Have been writing lots. Reading lots of Lorrie Moore short stories. Am going to go see her read at this year's International Festival of Authors at Harbourfront.

Gearing up for some self-reflection leading up to Yom Kippur, so I might not post again till after September 27th.

See you soon...

Monday, July 13, 2009

Come upstairs/I'll force-feed you/book covers

Book Covers
Can I ever get enough gorgeous, startling book cover design? No. Delicious book covers with credits and notes are at this blog, Covers. It is updated by a design firm called Fwis, who design, you guessed it, book covers. Yum! And here's another book cover blog, because you've been good, Book Covers Anonymous. Some of the posts highlight different covers used for US/UK editions. I could look at these all day.

Want to design your own now? You can buy these naked Penguins and go wild. I bought The Waves and I intend to harass an artist friend until he designs the cover.

And from the Covers blog, this shelf, this shelf,
I WANT IT. I want many many like it, all custom-carved to fit my books. Giant puzzles on my walls. Imagine?

*
Force-feeding

I have been trying to use the word gavage in my story. It means force-feed. It can be used regarding the feeding of infants who cannot suck, or people who need super-alimentation. It can also refer to force-feeding as torture, and the way geese are fed to create foie gras.

I can't use it in my story. It's the right image, but the wrong word. I've checked all my dictionaries (I have a collection) and thesauruses, and most do not have the word. My French and my medical dictionaries have it though, as it is a French word and medical term.

Sometimes english feels so limiting.

*
Come Upstairs

Now I am trying to decide if my character would say:

Come upstairs, I have to show you the shoes I bought.
or
Come upstairs, you need to see the shoes I bought.

She's a small-n narcissist, a sophisticated drama queen, generous and selfish at once. I can't decide if she'd stick with the pronoun "I" - "I" have to show you, or whether she'd prefer to tell her friend what to do - "you need to see". The "come upstairs" is already imperative. Maybe I should follow Gordon Lish's idea of letting the beginning of a sentence dictate where it should end.

Come upstairs and see the shoes I bought.
Come upstairs. Come see the shoes I bought.

I'll work on it.

Tuesday, July 07, 2009

Writing for Mentor

I went over my first draft of the newest story today. We'll call it Garbage Strike.

It was definitely in need of tailoring. Some parts need taking in and some need letting out. My focus was intensified however, by knowing that this story will soon go out to (the) Mentor who will be looking closely at every word. It affected the demand I put on myself. It is a lot like working out with a trainer rather than working out by yourself. You can be just about ready to drop, but with a take-no-whining trainer, you will put in that extra set of reps.

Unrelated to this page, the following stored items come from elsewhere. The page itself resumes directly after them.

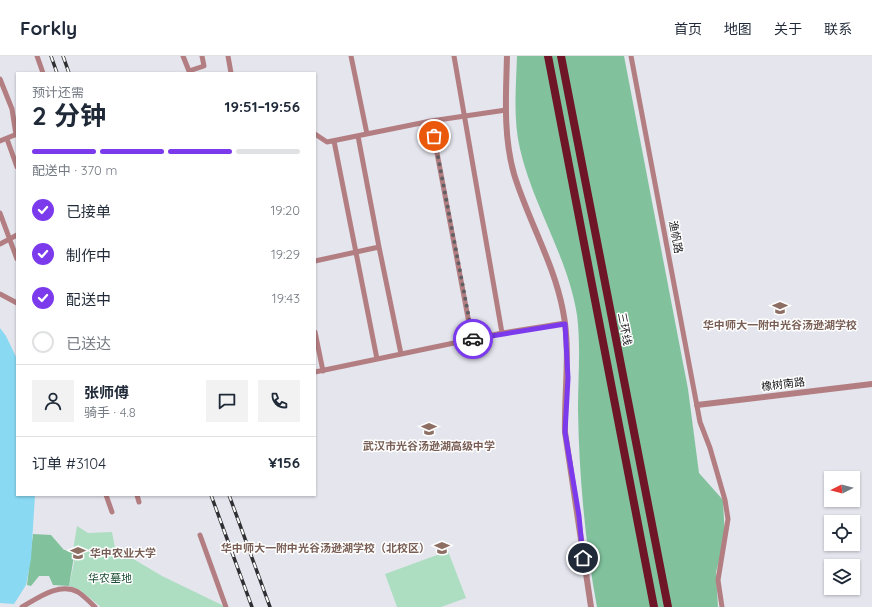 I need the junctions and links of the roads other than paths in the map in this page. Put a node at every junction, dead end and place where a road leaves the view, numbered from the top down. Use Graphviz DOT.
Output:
graph roads {
  1 [pos="37,56"];
  2 [pos="183,56"];
  3 [pos="202,56"];
  4 [pos="228,56"];
  5 [pos="352,56"];
  6 [pos="454,56"];
  7 [pos="507,56"];
  8 [pos="548,56"];
  9 [pos="561,56"];
  10 [pos="631,56"];
  11 [pos="43,72"];
  12 [pos="231,72"];
  13 [pos="0,79"];
  14 [pos="506,110"];
  15 [pos="466,116"];
  16 [pos="431,121"];
  17 [pos="16,130"];
  18 [pos="16,134"];
  19 [pos="366,134"];
  20 [pos="316,135"];
  21 [pos="358,136"];
  22 [pos="7,139"];
  23 [pos="0,141"];
  24 [pos="334,141"];
  25 [pos="16,164"];
  26 [pos="0,213"];
  27 [pos="16,235"];
  28 [pos="9,238"];
  29 [pos="0,244"];
  30 [pos="379,247"];
  31 [pos="356,252"];
  32 [pos="16,256"];
  33 [pos="316,261"];
  34 [pos="0,294"];
  35 [pos="16,303"];
  36 [pos="565,324"];
  37 [pos="502,333"];
  38 [pos="316,337"];
  39 [pos="472,339"];
  40 [pos="401,354"];
  41 [pos="377,359"];
  42 [pos="323,371"];
  43 [pos="316,372"];
  44 [pos="872,384"];
  45 [pos="697,405"];
  46 [pos="106,496"];
  47 [pos="136,496"];
  48 [pos="139,502"];
  49 [pos="112,512"];
  50 [pos="200,535"];
  51 [pos="22,607"];
  52 [pos="95,607"];
  53 [pos="226,607"];
  54 [pos="591,607"];
  55 [pos="654,607"];
  56 [pos="668,607"];
  57 [pos="722,607"];
  1 -- 11 [label="street"];
  2 -- 3 [label="street"];
  4 -- 12 [label="street"];
  5 -- 19 [label="street"];
  6 -- 15 [label="street"];
  7 -- 14 [label="street"];
  8 -- 55 [label="highway"];
  9 -- 56 [label="highway, 三环线"];
  10 -- 45 [label="street, 渔帆路"];
  13 -- 17 [label="street"];
  14 -- 15 [label="street"];
  14 -- 36 [label="street"];
  15 -- 16 [label="street"];
  15 -- 37 [label="street"];
  16 -- 19 [label="street"];
  16 -- 39 [label="street"];
  18 -- 22 [label="street"];
  19 -- 21 [label="street"];
  20 -- 24 [label="street"];
  21 -- 24 [label="street"];
  21 -- 30 [label="street"];
  22 -- 23 [label="street"];
  22 -- 25 [label="street"];
  24 -- 31 [label="street"];
  26 -- 28 [label="street"];
  27 -- 28 [label="street"];
  28 -- 29 [label="street"];
  28 -- 32 [label="street"];
  30 -- 31 [label="street"];
  30 -- 40 [label="street"];
  31 -- 33 [label="street"];
  31 -- 41 [label="street"];
  34 -- 35 [label="street"];
  36 -- 37 [label="street"];
  36 -- 54 [label="street"];
  37 -- 39 [label="street"];
  38 -- 42 [label="street"];
  39 -- 40 [label="street"];
  40 -- 41 [label="street"];
  41 -- 42 [label="street"];
  42 -- 43 [label="street"];
  44 -- 45 [label="street, 橡树南路"];
  45 -- 57 [label="street, 渔帆路"];
  46 -- 49 [label="street"];
  47 -- 48 [label="street"];
  50 -- 53 [label="street"];
  51 -- 52 [label="street"];
}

Previously, I wanted to write well enough to sell, and now I am trying to write the best I possibly can. Hopefully that will still sell.

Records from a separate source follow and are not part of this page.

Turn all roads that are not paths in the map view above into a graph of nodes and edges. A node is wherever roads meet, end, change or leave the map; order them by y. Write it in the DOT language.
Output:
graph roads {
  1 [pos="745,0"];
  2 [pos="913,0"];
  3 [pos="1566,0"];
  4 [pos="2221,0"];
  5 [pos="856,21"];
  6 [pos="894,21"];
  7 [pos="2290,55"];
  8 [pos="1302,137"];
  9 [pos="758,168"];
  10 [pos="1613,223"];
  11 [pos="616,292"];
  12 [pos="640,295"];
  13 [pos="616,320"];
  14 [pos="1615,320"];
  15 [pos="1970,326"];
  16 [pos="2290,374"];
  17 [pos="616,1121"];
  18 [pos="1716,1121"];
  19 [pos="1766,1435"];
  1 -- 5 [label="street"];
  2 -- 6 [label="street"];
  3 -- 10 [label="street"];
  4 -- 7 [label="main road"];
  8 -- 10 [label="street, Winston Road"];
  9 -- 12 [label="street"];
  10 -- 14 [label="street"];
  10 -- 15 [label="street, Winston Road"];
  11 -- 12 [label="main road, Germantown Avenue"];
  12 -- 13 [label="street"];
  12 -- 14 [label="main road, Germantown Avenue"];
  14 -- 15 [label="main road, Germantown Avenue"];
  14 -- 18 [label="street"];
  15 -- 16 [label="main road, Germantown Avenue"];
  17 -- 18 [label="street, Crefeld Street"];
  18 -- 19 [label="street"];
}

I want to make writing to the best of my abilities a habit, make it stick - 'cause when this MFA is over, who will I be writing for?

Sunday, July 05, 2009

That Old Time Anxiety

I'm actually caught up on my reading. Had to read A Good Man is Hard to Find by Flannery O'Connor and Jesus' Son by Denis Johnson.

I'm caught in that spot between "inspired" and "give up". I have to keep reminding myself that the simplest stories can be breathtakingly beautiful, and the most painful and profound stories can be simply written.

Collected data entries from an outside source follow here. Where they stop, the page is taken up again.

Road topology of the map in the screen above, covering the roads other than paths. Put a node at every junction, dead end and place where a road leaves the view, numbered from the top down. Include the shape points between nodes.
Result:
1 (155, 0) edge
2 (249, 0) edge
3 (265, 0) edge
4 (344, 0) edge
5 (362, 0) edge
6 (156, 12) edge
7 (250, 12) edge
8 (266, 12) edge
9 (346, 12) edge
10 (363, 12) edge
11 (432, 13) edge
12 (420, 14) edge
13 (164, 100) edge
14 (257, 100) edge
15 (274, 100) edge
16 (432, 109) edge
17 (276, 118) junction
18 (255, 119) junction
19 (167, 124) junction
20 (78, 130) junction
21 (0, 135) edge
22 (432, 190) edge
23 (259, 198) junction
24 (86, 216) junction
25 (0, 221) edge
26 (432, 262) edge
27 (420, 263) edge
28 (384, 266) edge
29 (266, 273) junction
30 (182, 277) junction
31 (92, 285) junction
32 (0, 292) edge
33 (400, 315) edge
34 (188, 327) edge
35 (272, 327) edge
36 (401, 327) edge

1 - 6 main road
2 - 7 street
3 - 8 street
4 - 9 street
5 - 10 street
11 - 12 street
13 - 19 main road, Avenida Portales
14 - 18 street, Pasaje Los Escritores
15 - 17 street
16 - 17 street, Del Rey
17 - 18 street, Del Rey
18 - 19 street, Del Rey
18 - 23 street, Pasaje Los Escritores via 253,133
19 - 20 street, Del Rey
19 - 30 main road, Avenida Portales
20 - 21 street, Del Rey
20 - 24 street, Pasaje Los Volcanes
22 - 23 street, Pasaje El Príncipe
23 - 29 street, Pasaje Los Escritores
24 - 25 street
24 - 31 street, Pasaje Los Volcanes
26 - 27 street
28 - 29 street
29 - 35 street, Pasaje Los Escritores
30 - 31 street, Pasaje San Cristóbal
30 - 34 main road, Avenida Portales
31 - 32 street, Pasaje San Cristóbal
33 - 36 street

I've written a new story. I'm afraid to look at it. I have to keep polishing an older one too, since I have to send them both in to my mentor (let's just call him Mentor, ok?) in ten days. I have already censored one story by clothing a half-naked character. Why do I do this?!

The anxiety I'm feeling is somewhat wonderful in that I haven't felt this sense of direction and ambition in a long long time. However, the odd manifestation of night-time (almost-)panic attacks is not cool. I've been a bit weird since I got home though what with 3-hour sleep intervals and jaw-clenching and a strange relationship to food. By strange, I mean I entirely forget certain food groups until I feel faint and then need to eat MEAT!!! or KALE!!! urgently. Interesting. Stay tuned for scurvy-watch 2009.

When it's all too much, I just resort to ZooBorns.com, because baby animals make everything better as long as you don't focus on their captivity, endangered status, and dwindling natural habitat!

Thursday, June 18, 2009

Beginnings!

Things I managed to do today (by "today" I mean since 12am):

Finished reading Devil in a Blue Dress by Walter Mosley. It was terrific and I should have read it years ago.

Started re-reading The Maltese Falcon by Dashiell Hammett.

Had lunch with a friend-of-a-friend who is more-or-less where I was at for the last six months, and I was able to confidently say to her, "don't worry, you'll figure it out".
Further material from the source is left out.